[Stored data entries]
# # # # #

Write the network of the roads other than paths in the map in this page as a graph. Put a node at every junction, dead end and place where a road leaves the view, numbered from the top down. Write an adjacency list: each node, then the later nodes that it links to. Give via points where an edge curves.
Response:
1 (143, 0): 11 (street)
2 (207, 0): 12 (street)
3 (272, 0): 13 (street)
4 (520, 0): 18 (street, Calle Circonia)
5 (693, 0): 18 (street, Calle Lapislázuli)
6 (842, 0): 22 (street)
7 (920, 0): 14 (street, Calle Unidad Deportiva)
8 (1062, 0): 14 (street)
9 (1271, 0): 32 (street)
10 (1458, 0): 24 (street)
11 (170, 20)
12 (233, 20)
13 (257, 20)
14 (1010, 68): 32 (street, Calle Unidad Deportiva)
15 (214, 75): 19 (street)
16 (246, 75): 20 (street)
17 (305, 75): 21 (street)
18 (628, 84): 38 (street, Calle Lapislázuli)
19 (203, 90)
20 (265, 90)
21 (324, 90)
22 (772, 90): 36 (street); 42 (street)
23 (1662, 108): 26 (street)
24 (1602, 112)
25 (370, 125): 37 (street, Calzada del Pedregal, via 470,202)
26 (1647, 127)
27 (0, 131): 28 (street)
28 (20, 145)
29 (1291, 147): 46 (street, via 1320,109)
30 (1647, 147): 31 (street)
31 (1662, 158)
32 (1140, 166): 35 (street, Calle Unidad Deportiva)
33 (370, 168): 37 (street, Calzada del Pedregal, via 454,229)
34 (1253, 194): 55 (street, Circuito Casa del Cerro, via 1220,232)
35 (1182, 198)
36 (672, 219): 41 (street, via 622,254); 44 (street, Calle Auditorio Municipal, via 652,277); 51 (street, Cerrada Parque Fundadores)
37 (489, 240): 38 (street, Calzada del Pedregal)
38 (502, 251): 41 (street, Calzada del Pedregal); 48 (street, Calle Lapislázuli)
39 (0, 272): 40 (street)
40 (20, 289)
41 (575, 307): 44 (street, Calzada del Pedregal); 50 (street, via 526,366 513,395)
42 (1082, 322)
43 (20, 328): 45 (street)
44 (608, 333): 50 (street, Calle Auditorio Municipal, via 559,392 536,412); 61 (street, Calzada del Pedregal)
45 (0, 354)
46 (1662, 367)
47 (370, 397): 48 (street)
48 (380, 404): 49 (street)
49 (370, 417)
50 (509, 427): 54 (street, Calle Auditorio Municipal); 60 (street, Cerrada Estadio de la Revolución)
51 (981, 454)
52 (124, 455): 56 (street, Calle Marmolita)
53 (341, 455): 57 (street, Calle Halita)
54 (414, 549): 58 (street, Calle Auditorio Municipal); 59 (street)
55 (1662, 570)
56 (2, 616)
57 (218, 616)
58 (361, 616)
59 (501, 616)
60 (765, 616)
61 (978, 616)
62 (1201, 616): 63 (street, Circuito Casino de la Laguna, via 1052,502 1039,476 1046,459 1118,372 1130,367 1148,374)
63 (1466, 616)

# # # # #

■ **What needs to be done**:
Copy each line of the records that has "Municipal" in it.

■ **Output of the task**:
36 (672, 219): 41 (street, via 622,254); 44 (street, Calle Auditorio Municipal, via 652,277); 51 (street, Cerrada Parque Fundadores)
44 (608, 333): 50 (street, Calle Auditorio Municipal, via 559,392 536,412); 61 (street, Calzada del Pedregal)
50 (509, 427): 54 (street, Calle Auditorio Municipal); 60 (street, Cerrada Estadio de la Revolución)
54 (414, 549): 58 (street, Calle Auditorio Municipal); 59 (street)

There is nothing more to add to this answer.